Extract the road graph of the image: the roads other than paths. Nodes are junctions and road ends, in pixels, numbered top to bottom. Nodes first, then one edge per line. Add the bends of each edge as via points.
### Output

==

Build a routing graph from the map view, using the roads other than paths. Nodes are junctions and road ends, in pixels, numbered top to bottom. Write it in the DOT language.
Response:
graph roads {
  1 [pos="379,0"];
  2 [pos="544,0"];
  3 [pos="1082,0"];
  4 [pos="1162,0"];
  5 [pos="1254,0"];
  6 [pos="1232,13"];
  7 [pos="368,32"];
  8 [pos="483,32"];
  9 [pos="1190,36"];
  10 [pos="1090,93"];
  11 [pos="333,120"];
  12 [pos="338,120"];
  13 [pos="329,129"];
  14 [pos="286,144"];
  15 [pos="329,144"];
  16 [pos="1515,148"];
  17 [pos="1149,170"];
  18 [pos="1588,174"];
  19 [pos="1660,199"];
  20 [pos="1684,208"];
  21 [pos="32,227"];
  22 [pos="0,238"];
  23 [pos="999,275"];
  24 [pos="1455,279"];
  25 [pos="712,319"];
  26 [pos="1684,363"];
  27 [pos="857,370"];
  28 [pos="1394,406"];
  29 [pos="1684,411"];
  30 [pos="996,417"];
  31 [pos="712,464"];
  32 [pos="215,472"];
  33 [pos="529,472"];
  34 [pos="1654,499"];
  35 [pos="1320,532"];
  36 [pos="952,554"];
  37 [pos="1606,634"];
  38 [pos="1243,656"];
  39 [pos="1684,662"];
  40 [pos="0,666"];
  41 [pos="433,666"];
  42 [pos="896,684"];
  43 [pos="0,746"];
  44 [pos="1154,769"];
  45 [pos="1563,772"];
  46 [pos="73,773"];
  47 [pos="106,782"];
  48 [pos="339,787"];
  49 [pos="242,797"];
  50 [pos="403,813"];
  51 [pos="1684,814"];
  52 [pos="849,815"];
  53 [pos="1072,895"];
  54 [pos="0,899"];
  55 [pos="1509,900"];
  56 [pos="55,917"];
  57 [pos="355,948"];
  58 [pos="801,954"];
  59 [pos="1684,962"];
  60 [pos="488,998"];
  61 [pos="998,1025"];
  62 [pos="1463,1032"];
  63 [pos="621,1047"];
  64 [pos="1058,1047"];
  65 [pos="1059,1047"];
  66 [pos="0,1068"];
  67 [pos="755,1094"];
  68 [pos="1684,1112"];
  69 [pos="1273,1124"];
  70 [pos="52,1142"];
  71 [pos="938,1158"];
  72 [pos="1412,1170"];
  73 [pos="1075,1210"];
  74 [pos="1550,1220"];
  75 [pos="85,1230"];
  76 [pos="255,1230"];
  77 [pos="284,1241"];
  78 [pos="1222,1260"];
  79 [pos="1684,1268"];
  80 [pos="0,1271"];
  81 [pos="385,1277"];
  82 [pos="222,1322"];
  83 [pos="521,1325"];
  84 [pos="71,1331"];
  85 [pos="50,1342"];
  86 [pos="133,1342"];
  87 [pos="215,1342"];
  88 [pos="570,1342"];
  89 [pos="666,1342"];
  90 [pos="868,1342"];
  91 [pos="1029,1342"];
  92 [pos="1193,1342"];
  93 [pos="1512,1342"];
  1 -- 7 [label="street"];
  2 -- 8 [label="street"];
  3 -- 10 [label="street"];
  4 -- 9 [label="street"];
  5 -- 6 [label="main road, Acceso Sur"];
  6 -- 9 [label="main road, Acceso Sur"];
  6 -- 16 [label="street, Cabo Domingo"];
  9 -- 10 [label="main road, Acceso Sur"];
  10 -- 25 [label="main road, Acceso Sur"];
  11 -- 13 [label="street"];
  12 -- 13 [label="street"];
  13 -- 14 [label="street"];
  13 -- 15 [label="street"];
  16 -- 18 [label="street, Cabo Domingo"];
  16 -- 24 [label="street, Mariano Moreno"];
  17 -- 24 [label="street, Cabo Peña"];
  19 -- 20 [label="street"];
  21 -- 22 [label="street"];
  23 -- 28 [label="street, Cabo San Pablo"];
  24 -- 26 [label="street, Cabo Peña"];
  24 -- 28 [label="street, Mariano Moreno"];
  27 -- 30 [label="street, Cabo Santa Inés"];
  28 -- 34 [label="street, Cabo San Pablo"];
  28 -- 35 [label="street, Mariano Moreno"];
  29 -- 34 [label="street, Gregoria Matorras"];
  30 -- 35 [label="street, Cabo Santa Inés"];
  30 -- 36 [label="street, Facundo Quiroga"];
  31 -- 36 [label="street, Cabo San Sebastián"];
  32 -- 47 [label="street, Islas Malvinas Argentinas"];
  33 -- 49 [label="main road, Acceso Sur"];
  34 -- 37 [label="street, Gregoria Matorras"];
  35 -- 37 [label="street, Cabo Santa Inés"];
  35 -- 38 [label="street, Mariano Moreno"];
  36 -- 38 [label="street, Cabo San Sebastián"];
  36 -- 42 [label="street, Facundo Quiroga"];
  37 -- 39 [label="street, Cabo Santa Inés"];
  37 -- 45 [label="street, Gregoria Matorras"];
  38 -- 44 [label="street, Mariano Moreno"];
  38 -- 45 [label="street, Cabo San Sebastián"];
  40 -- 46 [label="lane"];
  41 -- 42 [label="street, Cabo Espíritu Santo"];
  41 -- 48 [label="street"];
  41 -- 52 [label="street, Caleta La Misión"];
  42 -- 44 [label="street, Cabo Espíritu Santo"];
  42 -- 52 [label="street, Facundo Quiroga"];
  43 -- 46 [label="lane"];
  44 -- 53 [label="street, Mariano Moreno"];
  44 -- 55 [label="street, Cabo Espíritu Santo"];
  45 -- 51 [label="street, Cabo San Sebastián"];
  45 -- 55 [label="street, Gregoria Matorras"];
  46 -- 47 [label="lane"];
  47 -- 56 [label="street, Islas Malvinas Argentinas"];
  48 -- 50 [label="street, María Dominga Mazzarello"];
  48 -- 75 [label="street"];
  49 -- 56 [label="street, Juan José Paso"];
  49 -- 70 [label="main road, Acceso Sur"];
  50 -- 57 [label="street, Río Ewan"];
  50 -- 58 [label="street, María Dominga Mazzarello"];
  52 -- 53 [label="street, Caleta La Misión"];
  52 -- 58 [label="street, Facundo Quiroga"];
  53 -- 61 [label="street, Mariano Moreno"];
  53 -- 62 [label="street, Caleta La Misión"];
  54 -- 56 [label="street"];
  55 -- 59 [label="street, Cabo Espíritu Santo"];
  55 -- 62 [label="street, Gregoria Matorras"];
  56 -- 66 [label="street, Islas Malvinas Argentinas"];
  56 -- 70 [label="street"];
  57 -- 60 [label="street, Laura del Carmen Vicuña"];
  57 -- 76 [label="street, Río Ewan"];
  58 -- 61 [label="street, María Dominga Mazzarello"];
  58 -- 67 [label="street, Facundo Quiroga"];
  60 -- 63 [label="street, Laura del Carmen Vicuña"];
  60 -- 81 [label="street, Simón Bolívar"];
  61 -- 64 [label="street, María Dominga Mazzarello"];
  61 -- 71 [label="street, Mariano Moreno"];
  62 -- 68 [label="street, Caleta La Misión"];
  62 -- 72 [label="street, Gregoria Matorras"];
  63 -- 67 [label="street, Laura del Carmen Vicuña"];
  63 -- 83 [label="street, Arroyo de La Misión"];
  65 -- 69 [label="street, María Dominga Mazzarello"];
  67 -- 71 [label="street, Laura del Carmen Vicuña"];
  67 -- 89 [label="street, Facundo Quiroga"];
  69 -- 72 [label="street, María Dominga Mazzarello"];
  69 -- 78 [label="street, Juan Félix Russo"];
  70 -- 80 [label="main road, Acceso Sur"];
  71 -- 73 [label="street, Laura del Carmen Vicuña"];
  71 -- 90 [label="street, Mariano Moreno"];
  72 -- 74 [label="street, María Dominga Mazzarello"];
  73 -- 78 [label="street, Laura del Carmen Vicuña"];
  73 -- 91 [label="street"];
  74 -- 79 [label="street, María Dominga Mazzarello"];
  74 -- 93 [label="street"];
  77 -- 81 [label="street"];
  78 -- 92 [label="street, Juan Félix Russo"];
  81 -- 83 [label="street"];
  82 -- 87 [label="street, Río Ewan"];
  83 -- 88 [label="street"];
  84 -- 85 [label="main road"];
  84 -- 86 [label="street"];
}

### Task:
In the listing above, find every line with the word "other" and copy it.

### Exercise solution:
Extract the road graph of the image: the roads other than paths. Nodes are junctions and road ends, in pixels, numbered top to bottom. Nodes first, then one edge per line. Add the bends of each edge as via points.
Build a routing graph from the map view, using the roads other than paths. Nodes are junctions and road ends, in pixels, numbered top to bottom. Write it in the DOT language.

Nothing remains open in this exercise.